On Thu, Sep 29, 2011 at 12:36 PM, Fons Adriaensen <fons@linuxaudio.org> wrote:
On Thu, Sep 29, 2011 at 11:51:53AM +0200, Tom Gundersen wrote:
What you are seeing is udisks [0]. The policy that is implemented, if I understand correctly, is that udisks allows a user who is physically at the machine to mount the usb drive, but not remote users.
This makes sense for two reasons:
* A user who is physically present could just grab the usb stick and insert it in a laptop where he/she has whatever permissions necessary to do whatever they want, so no security is lost.
This makes no sense. I don't mind if they use their own sticks on their own laptop. I do if they use it one this particular machine.
This is surely a very uncommon scenario. It is easily solved by tweaking the PK policies though (which should be expected if you want to do something non-standard).
* Furthermore, you probably don't want have to ask the admin to set up a new entry in fstab for every usb drive that is plugged into your machine.
Not necessary.

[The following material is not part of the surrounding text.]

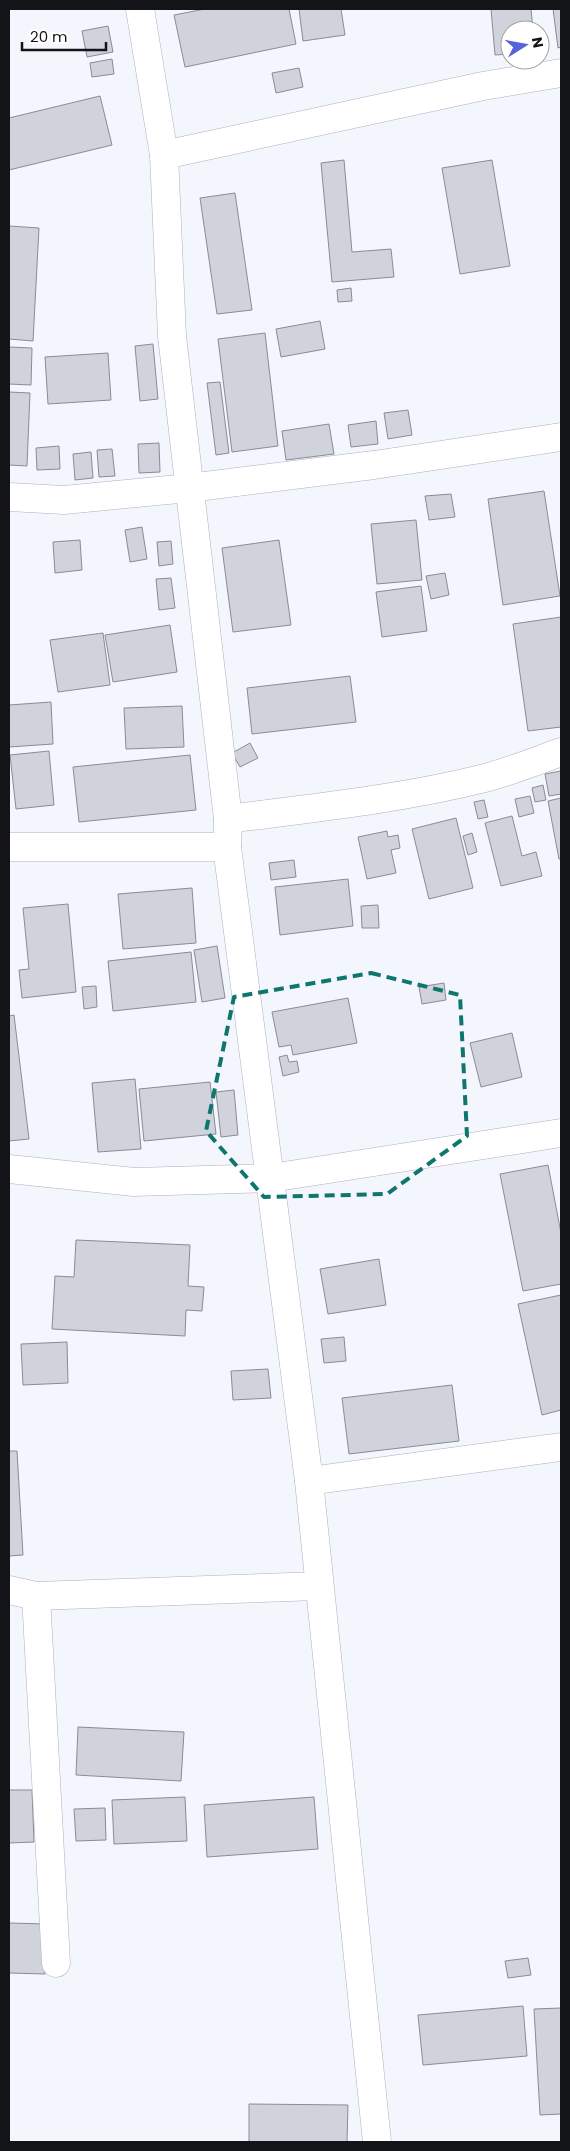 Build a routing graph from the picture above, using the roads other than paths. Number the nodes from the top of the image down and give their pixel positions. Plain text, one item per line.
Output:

Priveleges to do certain things are given per user or to groups, it's done when a user's account is set up and that's it. Sudo can handle this nicely. The fstab entries for my own usb disks are there mainly because they have dedicated mount points.
The last thing I want as an admin is a 'parallel administration' such as polkit, in particular if it can grant priveleges just by adding some files to a directory. That's very convenient for package managers etc. but it surely does not enhance security.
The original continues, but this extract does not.